Don't understand DateTime search index in GraphQL

To clarify, if I do:

type Cat {
  birthDate: DateTime @search(by: [day])

and then try to find a Cat that has birthDate equal to some date D, it’ll only compare up to the day and ignore hours, minutes and seconds etc?

No. An index basically tells the search function where to search, so your searches happen faster.

For example, let’s say you have a word that you want to find in a dictionary. Say the word is “quaff”. What is the fastest way to find the word in the dictionary? You jump to the part of the book that starts with “Q”. How do you know which page is where Q starts? Most dictionaries have an alphabet index, which tells you things like “Q - page 324”. So you know to start searching at page 324.

The dictionary example from above is indexed by first letter.

You can index by day, so you are saying “Day 1: page 0, Day 2: page 5…”. It doesn’t change the comparison. It just changes the organization of the data so your query can return results fast.

The docs isn’t very clear on what @search(by: [day]) actually means. Is it by day (monday, tuesday, etc…), is it by day of month (1, 2, 3…31), is it by date up to the day (2020-01-01, 2020-01-02…). I will try to get that answered and amend the docs asap.

1 Like

Thanks for the quick response!
Does that mean it would be more performant to have more indexes?

Applications, such as the movies examples in these docs, that require searching over dates but have relatively few nodes per year may prefer the year tokenizer

Wouldn’t the month tokenizer be faster than year since there’s less movies in a month of some year compared to movies in that year?

Since there is no way to search for day of month and not a good way to do day of week without some math calculations, it is probably date up to day. I am thinking more specifically indexing every 60x60x24 seconds.

1 Like

Aha, I’ve never seen those docs before.

But, it’s now clear that @search(by: [day]) means date up to the day (2020-01-01, 2020-01-02, …).

Now to answer your question:

Up to a certain point. Usually that point is just to have 1 index. After that, the cost of maintaining the multiple index would outweigh the increase in search performance (i.e. everytime you add a new mutation, you need to update multiple indices).

Probably true. Again, will be seeking to amend the docs

1 Like

I see, I took it from here:

Dgraph handles this right? From this, I’m guessing that the cost of more precise indexes is more memory/storage required for the indexes.


Runtime processing costs too.
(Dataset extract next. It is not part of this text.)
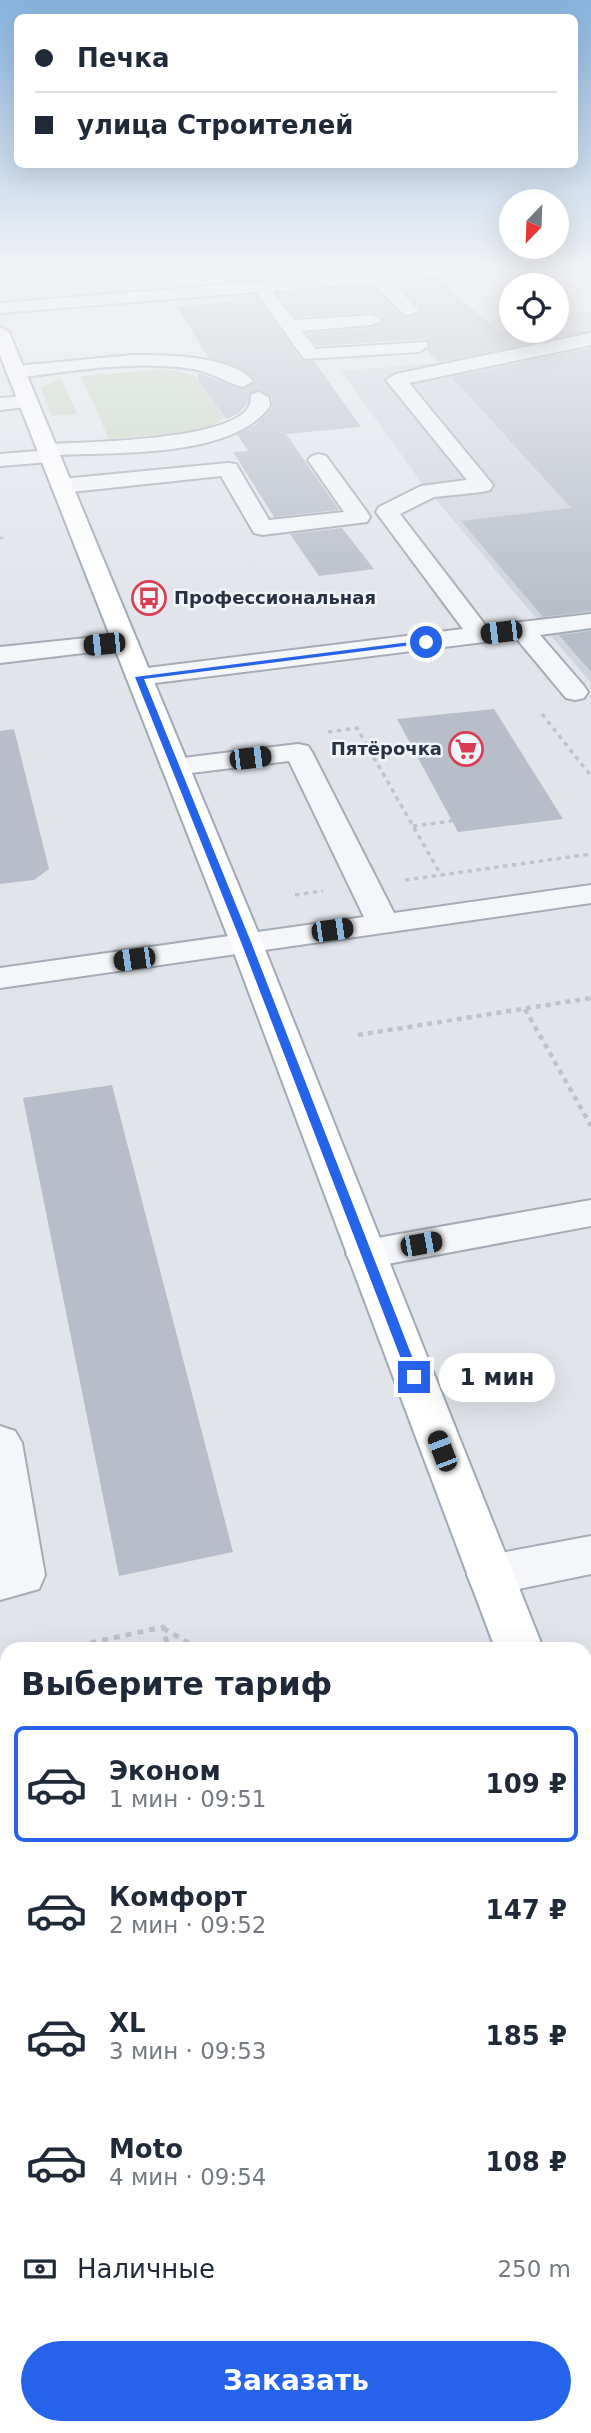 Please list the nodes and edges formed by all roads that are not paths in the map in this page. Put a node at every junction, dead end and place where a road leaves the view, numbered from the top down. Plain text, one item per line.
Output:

If a query can use multiple indices, then the query will be run with each index, essentially doing N times the work.

1 Like

How I understand it, I am thinking that the index should be based on the normal use cases in range of data asked for.
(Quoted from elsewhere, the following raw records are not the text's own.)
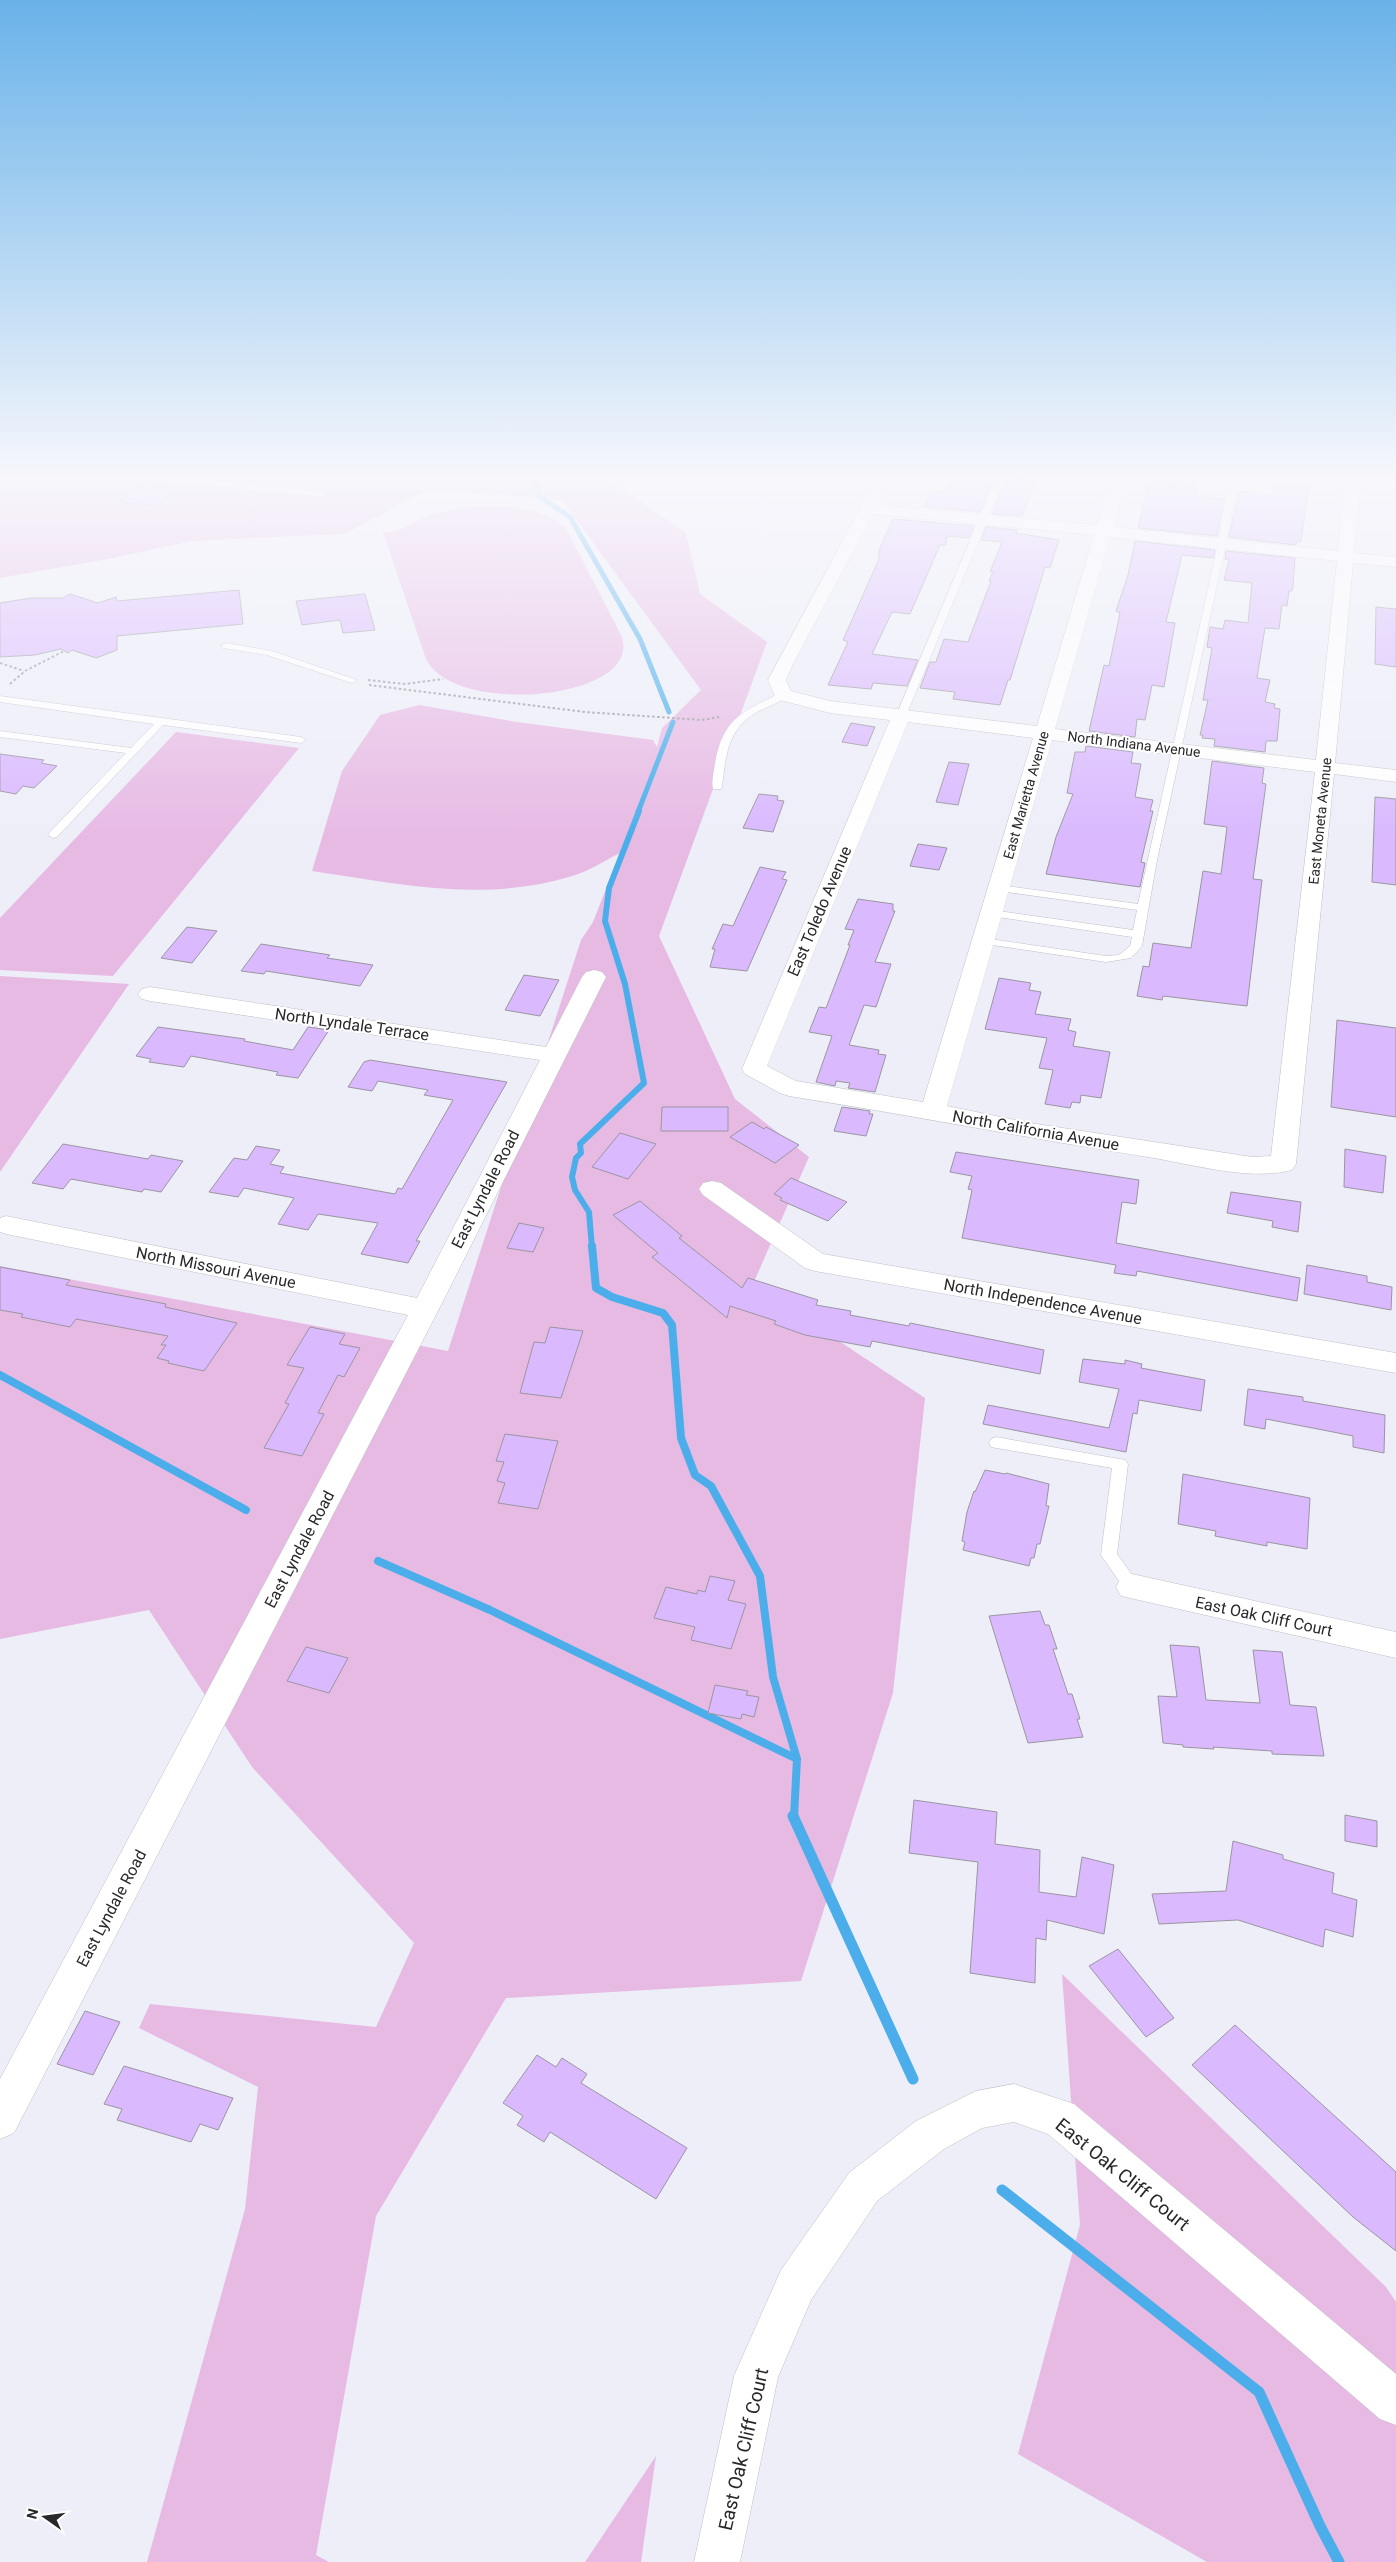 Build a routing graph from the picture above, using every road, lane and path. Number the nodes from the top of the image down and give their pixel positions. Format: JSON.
{"nodes":[{"id":1,"x":819,"y":599,"type":"edge"},
{"id":2,"x":950,"y":599,"type":"edge"},
{"id":3,"x":1083,"y":599,"type":"edge"},
{"id":4,"x":1210,"y":599,"type":"edge"},
{"id":5,"x":1342,"y":599,"type":"edge"},
{"id":6,"x":226,"y":646,"type":"dead end"},
{"id":7,"x":64,"y":651,"type":"dead end"},
{"id":8,"x":0,"y":663,"type":"edge"},
{"id":9,"x":25,"y":671,"type":"junction"},
{"id":10,"x":443,"y":678,"type":"dead end"},
{"id":11,"x":356,"y":682,"type":"junction"},
{"id":12,"x":6,"y":687,"type":"dead end"},
{"id":13,"x":783,"y":695,"type":"junction"},
{"id":14,"x":0,"y":699,"type":"edge"},
{"id":15,"x":901,"y":716,"type":"junction"},
{"id":16,"x":711,"y":718,"type":"dead end"},
{"id":17,"x":161,"y":722,"type":"junction"},
{"id":18,"x":1044,"y":733,"type":"junction"},
{"id":19,"x":0,"y":734,"type":"edge"},
{"id":20,"x":301,"y":740,"type":"dead end"},
{"id":21,"x":1177,"y":750,"type":"junction"},
{"id":22,"x":132,"y":751,"type":"junction"},
{"id":23,"x":1325,"y":768,"type":"junction"},
{"id":24,"x":1396,"y":776,"type":"edge"},
{"id":25,"x":718,"y":787,"type":"dead end"},
{"id":26,"x":53,"y":835,"type":"dead end"},
{"id":27,"x":999,"y":888,"type":"junction"},
{"id":28,"x":1143,"y":908,"type":"junction"},
{"id":29,"x":991,"y":913,"type":"junction"},
{"id":30,"x":1138,"y":934,"type":"junction"},
{"id":31,"x":983,"y":941,"type":"junction"},
{"id":32,"x":594,"y":977,"type":"dead end"},
{"id":33,"x":150,"y":994,"type":"dead end"},
{"id":34,"x":553,"y":1054,"type":"junction"},
{"id":35,"x":789,"y":1088,"type":"joint"},
{"id":36,"x":933,"y":1111,"type":"junction"},
{"id":37,"x":1283,"y":1164,"type":"joint"},
{"id":38,"x":712,"y":1189,"type":"dead end"},
{"id":39,"x":6,"y":1225,"type":"dead end"},
{"id":40,"x":426,"y":1309,"type":"junction"},
{"id":41,"x":1396,"y":1363,"type":"edge"},
{"id":42,"x":996,"y":1443,"type":"dead end"},
{"id":43,"x":1132,"y":1587,"type":"joint"},
{"id":44,"x":1396,"y":1645,"type":"edge"},
{"id":45,"x":0,"y":2119,"type":"edge"},
{"id":46,"x":1396,"y":2403,"type":"edge"},
{"id":47,"x":717,"y":2562,"type":"edge"}],
"edges":[{"from":1,"to":13,"type":"street"},
{"from":2,"to":15,"type":"lane"},
{"from":3,"to":18,"type":"street","name":"East Marietta Avenue"},
{"from":4,"to":21,"type":"lane"},
{"from":5,"to":23,"type":"street","name":"East Moneta Avenue"},
{"from":6,"to":11,"type":"lane"},
{"from":7,"to":9,"type":"path"},
{"from":8,"to":9,"type":"path"},
{"from":9,"to":12,"type":"path"},
{"from":10,"to":11,"type":"path"},
{"from":11,"to":16,"type":"path"},
{"from":13,"to":15,"type":"street","name":"North Indiana Avenue"},
{"from":13,"to":25,"type":"lane"},
{"from":14,"to":17,"type":"lane"},
{"from":15,"to":18,"type":"street","name":"North Indiana Avenue"},
{"from":15,"to":35,"type":"street","name":"East Toledo Avenue"},
{"from":17,"to":20,"type":"lane"},
{"from":17,"to":22,"type":"lane"},
{"from":18,"to":21,"type":"street","name":"North Indiana Avenue"},
{"from":18,"to":27,"type":"street","name":"East Marietta Avenue"},
{"from":19,"to":22,"type":"lane"},
{"from":21,"to":23,"type":"street","name":"North Indiana Avenue"},
{"from":21,"to":28,"type":"lane"},
{"from":22,"to":26,"type":"lane"},
{"from":23,"to":24,"type":"street","name":"North Indiana Avenue"},
{"from":23,"to":37,"type":"street","name":"East Moneta Avenue"},
{"from":27,"to":28,"type":"lane"},
{"from":27,"to":29,"type":"street","name":"East Marietta Avenue"},
{"from":28,"to":30,"type":"lane"},
{"from":29,"to":30,"type":"lane"},
{"from":29,"to":31,"type":"street","name":"East Marietta Avenue"},
{"from":30,"to":31,"type":"lane"},
{"from":31,"to":36,"type":"street","name":"East Marietta Avenue"},
{"from":32,"to":34,"type":"street","name":"East Lyndale Road"},
{"from":33,"to":34,"type":"street","name":"North Lyndale Terrace"},
{"from":34,"to":40,"type":"street","name":"East Lyndale Road"},
{"from":35,"to":36,"type":"street","name":"North California Avenue"},
{"from":36,"to":37,"type":"street","name":"North California Avenue"},
{"from":38,"to":41,"type":"street","name":"North Independence Avenue"},
{"from":39,"to":40,"type":"street","name":"North Missouri Avenue"},
{"from":40,"to":45,"type":"street","name":"East Lyndale Road"},
{"from":42,"to":43,"type":"lane"},
{"from":43,"to":44,"type":"street","name":"East Oak Cliff Court"},
{"from":46,"to":47,"type":"street","name":"East Oak Cliff Court"}]}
If my queries usually ask for data within a month range then I would be better off doing the month index. If the normal use is to see data in chunks of days then day would be the best index, etc.
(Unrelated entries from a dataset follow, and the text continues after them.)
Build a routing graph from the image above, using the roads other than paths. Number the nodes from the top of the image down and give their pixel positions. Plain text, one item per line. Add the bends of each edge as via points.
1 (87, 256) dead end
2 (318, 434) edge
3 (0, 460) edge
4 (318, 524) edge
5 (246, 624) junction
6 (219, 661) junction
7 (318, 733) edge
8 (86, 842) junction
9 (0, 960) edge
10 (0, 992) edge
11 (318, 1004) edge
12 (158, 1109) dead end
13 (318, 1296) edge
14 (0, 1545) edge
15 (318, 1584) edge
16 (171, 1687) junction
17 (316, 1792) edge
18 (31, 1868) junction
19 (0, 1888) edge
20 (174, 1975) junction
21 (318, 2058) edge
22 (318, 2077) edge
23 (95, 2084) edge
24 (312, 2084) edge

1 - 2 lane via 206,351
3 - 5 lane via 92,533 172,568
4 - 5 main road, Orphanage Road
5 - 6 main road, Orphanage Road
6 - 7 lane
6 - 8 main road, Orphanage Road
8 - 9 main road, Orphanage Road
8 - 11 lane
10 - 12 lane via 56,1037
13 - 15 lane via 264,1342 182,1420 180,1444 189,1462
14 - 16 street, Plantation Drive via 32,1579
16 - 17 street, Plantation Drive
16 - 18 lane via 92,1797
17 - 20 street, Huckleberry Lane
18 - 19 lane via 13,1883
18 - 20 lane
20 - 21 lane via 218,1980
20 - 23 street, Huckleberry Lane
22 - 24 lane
I understand that index works like dictionary guide words. The index quickly divides data in chunks. If I apply a month index and then apply a gt function filter. It will get the chunk of data around that index. And then do additional process that chunk of data to find the ones that match the filter. Then it will get all of the chunks matching greater than that index and append it to the data.

The index helps narrow down the size of the chunk that needs to be processed without the index.

Another way to look at it is, the closer your data is together the closer your indexes may need to be.